Step 2: Find the “Select drive” button and click on it. Once “Select drive” is clicked, Etcher will show a UI on the screen. In this UI, you will see all removable drives plugged into the system (USB flash drive and SD cards).
Select the device that you used to mount the SD card to your computer.
Step 3: Locate the “Flash!” button, and click on it. Selecting “Flash!” will start the imaging process for LibreELEC. Be patient! It could take some time, depending on how fast your computer is.
When the imaging process is complete, unplug the SD card from your computer, put it into the Pi 4, and connect your Pi 4 to a TV. Be sure also to plug in a USB keyboard and mouse, or USB-based remote control to the Pi 4, as you will need them to complete the last section of this tutorial.
Setting up LibreELEC
To set up your new LibreELEC system, follow the step-by-step instructions below.
Step 1: Power the Pi 4 on and wait. Don’t turn it off if you see a blank screen! The first boot for LibreELEC takes some time!
Step 2: Once LibreELEC powers on, you will see a “Welcome to LibreELEC” screen. On this welcome screen, you’ll be prompted to choose your language. Do so by clicking on the menu below “Language.”
Press “Next” to move on after selecting a language.
Step 3: Once you’ve chosen a language, LibreELEC will ask you to set a hostname for your device. Click on the menu below “Hostname” to give a name to your Raspberry Pi 4 media device.
Click “Next” once you’ve set your hostname to continue.
Step 4: With the language and hostname taken care of, it is time to connect the Raspberry Pi 4 to the internet.

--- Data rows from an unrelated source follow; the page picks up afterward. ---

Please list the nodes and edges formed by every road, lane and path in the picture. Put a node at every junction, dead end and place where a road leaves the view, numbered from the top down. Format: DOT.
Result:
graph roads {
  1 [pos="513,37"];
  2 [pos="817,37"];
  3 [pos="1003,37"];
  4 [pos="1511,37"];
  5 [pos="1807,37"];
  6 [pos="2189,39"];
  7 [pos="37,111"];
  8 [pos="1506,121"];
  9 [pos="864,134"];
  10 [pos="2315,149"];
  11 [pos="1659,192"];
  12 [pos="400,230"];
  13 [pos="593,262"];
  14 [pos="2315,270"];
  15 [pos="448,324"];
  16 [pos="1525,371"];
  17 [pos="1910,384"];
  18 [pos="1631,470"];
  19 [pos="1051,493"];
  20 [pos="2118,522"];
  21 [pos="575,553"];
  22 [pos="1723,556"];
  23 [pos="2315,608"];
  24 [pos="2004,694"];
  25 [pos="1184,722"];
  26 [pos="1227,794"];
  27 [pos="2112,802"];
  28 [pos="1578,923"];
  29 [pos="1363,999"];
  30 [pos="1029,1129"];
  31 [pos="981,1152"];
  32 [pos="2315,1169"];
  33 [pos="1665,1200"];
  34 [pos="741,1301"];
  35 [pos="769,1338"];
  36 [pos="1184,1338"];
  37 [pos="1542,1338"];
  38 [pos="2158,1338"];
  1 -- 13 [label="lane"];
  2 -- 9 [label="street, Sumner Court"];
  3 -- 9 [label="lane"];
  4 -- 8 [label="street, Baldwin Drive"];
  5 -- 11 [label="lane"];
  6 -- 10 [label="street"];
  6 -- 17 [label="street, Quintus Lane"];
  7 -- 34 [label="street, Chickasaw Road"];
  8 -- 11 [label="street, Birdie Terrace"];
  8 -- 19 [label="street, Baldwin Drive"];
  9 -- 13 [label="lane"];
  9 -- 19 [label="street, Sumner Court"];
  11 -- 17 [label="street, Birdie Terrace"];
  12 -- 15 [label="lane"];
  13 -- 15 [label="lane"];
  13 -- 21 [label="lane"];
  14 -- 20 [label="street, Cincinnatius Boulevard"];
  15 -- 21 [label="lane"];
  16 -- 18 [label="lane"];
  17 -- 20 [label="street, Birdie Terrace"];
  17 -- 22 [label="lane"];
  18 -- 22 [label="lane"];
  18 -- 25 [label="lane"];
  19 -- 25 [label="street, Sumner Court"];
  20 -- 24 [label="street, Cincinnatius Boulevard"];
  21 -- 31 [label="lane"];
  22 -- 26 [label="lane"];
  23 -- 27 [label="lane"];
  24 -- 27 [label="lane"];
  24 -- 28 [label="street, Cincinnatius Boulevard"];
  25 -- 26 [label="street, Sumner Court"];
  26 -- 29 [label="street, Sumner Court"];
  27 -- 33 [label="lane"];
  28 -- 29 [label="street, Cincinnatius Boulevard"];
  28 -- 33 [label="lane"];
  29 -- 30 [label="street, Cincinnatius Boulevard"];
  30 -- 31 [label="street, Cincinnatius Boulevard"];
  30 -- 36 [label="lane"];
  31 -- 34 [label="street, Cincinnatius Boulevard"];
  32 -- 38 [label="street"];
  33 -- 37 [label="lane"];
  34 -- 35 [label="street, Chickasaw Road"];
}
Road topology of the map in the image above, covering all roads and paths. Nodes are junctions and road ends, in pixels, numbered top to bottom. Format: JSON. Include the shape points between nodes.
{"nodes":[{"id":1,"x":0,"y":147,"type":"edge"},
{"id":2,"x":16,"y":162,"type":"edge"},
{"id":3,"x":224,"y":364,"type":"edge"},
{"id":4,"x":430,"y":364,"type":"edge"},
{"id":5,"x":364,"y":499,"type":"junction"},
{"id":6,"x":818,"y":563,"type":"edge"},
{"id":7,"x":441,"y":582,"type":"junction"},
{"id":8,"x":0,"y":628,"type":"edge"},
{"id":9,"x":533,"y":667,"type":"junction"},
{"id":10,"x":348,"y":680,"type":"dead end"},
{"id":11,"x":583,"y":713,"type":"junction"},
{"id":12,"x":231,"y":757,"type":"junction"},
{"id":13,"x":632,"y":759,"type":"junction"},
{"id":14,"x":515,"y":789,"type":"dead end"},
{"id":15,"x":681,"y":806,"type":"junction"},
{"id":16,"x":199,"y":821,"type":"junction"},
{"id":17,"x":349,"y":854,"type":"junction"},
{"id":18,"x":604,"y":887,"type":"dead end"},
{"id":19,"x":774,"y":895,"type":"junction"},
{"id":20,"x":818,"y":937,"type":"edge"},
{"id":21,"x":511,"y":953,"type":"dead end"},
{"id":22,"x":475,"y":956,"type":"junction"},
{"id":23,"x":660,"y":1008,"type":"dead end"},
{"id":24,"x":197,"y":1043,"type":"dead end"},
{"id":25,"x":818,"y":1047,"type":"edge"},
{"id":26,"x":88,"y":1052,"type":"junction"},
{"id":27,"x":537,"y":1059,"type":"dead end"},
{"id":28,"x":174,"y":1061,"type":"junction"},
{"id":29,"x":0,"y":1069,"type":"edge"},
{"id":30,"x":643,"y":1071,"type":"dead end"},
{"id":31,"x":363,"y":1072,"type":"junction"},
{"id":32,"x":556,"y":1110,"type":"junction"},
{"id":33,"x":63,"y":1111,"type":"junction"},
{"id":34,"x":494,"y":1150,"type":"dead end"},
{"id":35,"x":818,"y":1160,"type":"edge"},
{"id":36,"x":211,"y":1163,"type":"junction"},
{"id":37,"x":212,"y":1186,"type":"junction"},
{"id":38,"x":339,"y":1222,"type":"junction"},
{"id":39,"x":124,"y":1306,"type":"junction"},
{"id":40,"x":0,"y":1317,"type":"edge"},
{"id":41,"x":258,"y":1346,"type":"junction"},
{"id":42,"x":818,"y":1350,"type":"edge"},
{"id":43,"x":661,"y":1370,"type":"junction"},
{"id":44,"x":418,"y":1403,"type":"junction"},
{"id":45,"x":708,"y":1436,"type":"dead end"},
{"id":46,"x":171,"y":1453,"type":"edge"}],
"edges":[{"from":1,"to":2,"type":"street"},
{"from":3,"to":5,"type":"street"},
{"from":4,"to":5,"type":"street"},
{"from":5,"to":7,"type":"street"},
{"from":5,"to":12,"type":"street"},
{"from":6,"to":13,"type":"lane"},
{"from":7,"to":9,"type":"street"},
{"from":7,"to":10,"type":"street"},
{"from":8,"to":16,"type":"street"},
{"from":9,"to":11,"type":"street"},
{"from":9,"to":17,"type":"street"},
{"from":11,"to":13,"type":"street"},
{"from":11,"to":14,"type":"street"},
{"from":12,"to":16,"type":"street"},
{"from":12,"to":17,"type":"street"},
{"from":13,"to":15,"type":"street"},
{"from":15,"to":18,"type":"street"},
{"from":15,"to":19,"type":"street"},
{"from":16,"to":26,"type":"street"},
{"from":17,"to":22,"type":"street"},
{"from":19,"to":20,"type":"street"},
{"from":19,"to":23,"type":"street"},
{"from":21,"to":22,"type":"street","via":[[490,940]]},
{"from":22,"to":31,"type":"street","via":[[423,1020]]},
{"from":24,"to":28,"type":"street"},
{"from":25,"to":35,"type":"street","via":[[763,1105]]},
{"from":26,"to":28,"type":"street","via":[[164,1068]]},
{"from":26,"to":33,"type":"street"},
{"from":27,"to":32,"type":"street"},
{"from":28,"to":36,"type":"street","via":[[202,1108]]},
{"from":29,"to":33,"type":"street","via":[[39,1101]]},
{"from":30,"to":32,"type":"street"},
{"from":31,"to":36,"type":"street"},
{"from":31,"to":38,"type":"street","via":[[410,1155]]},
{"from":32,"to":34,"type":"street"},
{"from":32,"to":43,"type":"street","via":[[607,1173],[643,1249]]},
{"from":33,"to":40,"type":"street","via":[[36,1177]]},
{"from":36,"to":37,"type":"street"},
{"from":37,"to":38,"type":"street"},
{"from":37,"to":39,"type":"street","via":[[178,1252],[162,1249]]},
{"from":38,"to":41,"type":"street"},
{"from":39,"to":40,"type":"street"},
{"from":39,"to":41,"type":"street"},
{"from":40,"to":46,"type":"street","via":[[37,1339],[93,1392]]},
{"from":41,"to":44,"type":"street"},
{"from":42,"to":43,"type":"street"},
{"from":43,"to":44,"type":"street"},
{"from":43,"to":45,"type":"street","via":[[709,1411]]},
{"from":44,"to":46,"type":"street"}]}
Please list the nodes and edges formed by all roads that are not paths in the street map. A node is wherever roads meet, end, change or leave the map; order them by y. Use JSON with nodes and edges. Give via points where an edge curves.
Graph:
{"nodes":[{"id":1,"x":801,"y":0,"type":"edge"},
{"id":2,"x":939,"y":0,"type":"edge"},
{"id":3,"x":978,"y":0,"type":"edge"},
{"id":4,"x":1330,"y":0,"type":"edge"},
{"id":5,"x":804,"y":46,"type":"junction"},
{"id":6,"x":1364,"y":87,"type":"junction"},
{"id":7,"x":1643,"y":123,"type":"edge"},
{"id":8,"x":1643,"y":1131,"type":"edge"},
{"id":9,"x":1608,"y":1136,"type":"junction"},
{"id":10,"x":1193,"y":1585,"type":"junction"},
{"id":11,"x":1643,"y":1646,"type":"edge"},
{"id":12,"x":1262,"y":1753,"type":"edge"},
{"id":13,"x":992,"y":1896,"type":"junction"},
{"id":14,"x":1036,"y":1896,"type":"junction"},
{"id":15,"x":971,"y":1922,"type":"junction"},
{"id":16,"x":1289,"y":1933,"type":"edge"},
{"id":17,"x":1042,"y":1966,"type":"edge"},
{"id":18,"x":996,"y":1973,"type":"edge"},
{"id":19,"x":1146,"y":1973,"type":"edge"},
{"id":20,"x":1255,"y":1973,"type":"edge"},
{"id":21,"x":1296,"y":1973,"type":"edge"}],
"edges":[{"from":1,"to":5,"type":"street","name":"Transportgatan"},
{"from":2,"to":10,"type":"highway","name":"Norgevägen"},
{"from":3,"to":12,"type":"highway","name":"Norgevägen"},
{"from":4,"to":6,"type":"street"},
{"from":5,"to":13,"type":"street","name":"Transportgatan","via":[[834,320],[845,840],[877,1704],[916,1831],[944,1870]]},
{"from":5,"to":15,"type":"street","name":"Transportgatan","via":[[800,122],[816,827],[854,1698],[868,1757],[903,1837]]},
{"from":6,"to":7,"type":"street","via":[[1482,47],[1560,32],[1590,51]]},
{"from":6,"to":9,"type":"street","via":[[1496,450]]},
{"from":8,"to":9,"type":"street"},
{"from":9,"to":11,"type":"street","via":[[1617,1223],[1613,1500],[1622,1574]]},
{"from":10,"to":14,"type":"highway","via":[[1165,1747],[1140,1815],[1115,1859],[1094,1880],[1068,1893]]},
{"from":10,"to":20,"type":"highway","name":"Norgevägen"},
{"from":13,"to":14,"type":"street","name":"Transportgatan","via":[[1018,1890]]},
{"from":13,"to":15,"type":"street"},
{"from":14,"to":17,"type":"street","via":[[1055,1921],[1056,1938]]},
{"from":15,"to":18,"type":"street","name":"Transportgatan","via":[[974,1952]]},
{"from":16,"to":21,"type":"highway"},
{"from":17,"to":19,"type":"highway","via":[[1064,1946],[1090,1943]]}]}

Look through the list of networks on the screen to connect to your home WiFi connection.
When you’ve successfully connected to WiFi with the Raspberry Pi 4, click “Next” to continue.
Step 5: Following “WiFi,” LibreELEC will ask you to set up remote access for your new Pi 4 media device. For most users, these settings are best left as they are. However, if you’re an advanced user, go ahead and enable “SSH.”
When done setting up remote access, click the “Next” button to move on to the next page.
Step 6: After setting up remote access on your Raspberry Pi 4 in LibreELEC, you’ll see the “Thank you” screen. This screen is the last step in the setup process. Click “Next” to finish.
With the LibreELEC setup wizard finished, you’re ready to start adding your favorite media to the Raspberry Pi 4! Enjoy!